Air Flow Around the Organ
As I mentioned, circulating air through the room is generally a positive. One must, however, keep in mind a couple principles that involve moving air around an organ:
No moving air should be focused directly into or towards the organ – this includes vents and fans
Ceiling fans should not be placed in close enough proximity that they interfere with the sound of the organ.
One caveat to this is that sometimes it is necessary to add a circulating fan to focus ambient air into an organ chamber that has “dead spots” where the temperature will not mix properly. These fans should turn off when the organ comes on. Good case and chamber design can mitigate this necessity. Also, any circulation devices should be installed in close consultation with your organ service company.
Lights Around the Organ
It should also be noted that any lights mounted around the organ will give off heat and affect tuning. We recommend these stay on during tunings. An increasing number of our clients are switching to low-heat bulbs, such as LEDs, which will greatly minimize this effect.
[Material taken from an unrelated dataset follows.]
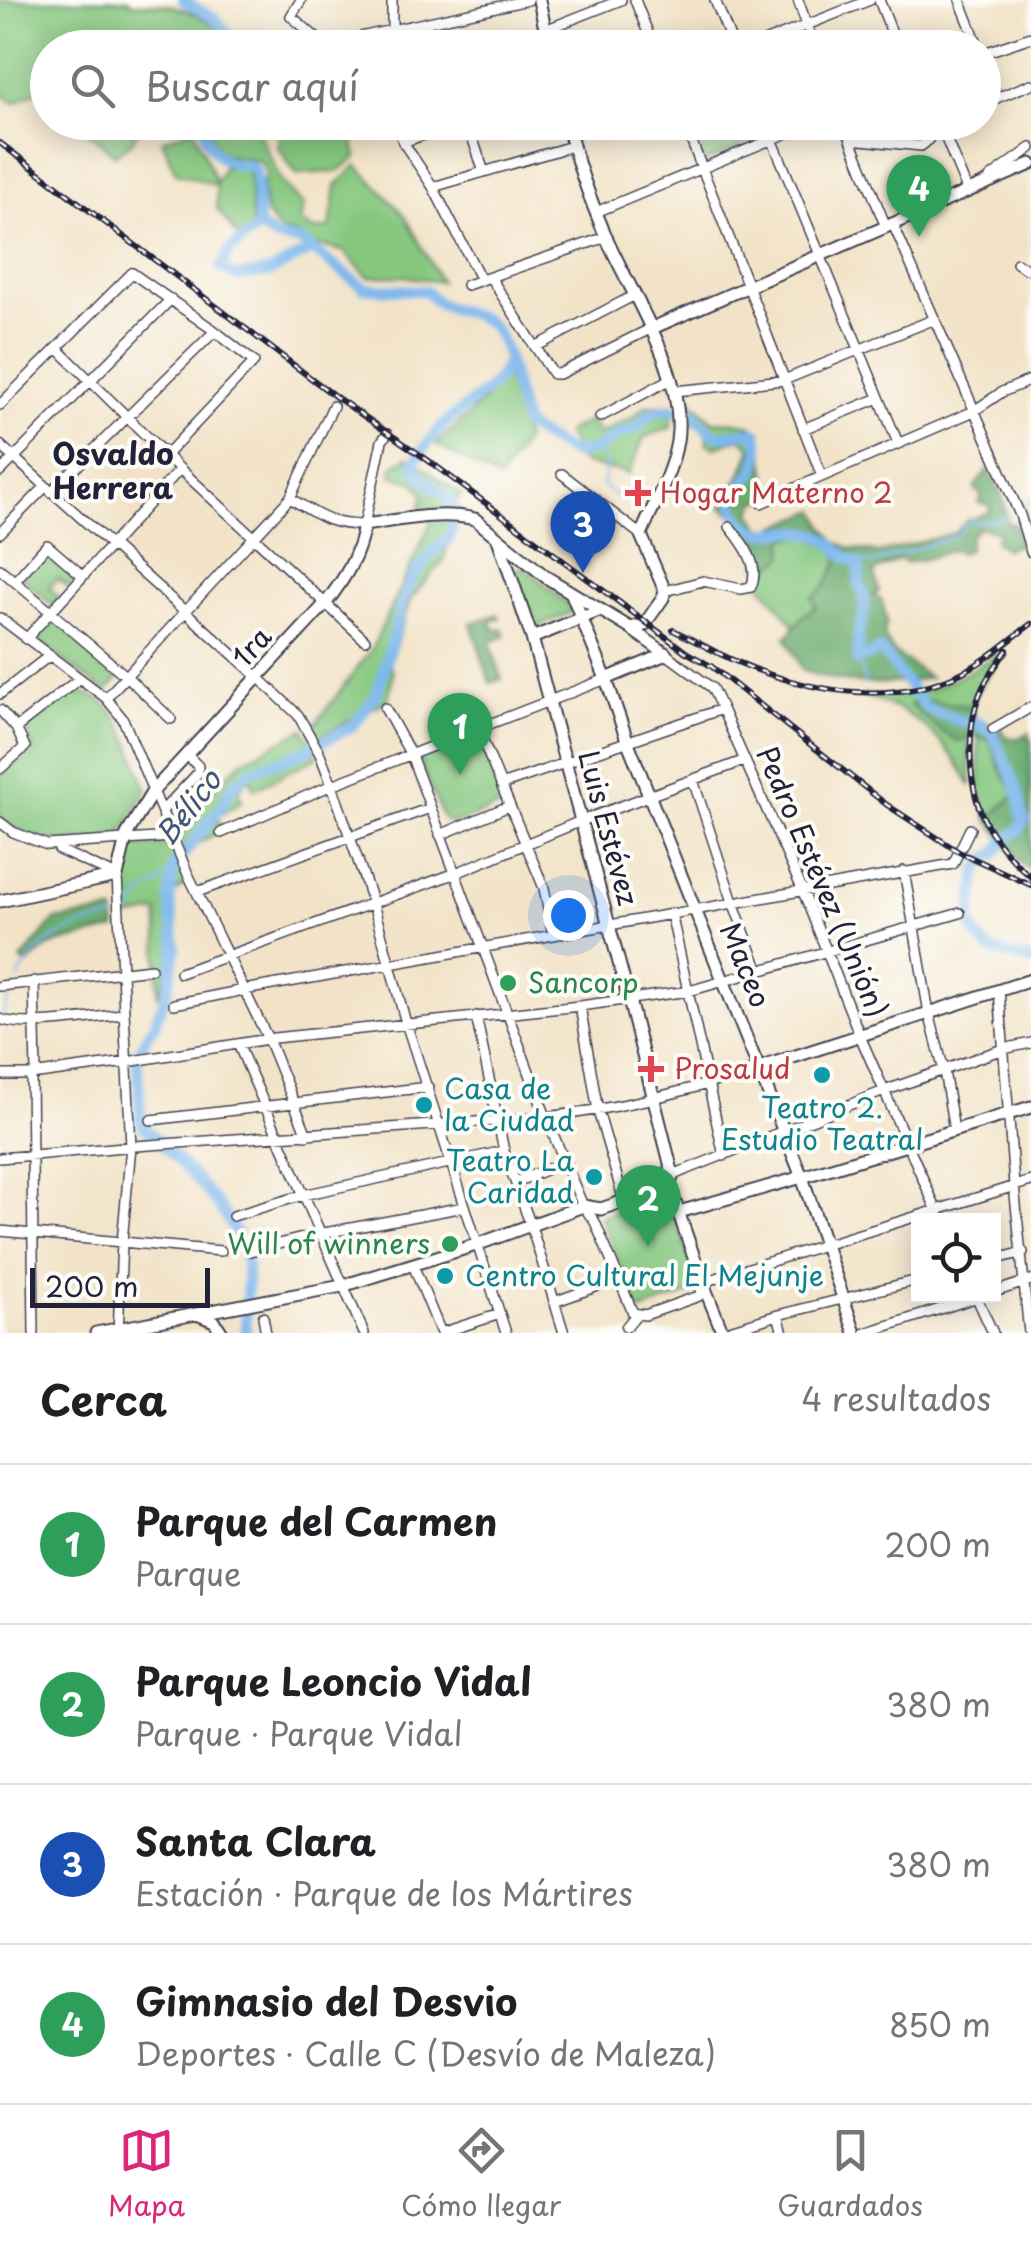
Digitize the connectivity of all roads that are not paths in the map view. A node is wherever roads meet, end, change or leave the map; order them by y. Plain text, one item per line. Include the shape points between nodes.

In summary, here are the most salient points from the above:
Always have the temperature stabilized in the room before tunings (at least four hours)
The temperature used for tunings should be pre-determined, and should coincide with the occupied temperature of the room in question
The temperature can be set back a few degrees without changing the tuning, as long as sufficient time is given to allow the room to stabilize at the occupied temperature for events.
Low-humidity conditions should ideally be mitigated
The organ chambers should be heated passively from the room, and there should be no vents or fans blowing directly towards the pipework.
In closing, I hope this has helped to convey the basic principles involved in the interaction of an organ with its environment. Putting these principles into practice should help to create a more stable tuning situation. If it seems like changes to your venues’ environment are necessitated, we always recommend including your organ service technician in the conversation.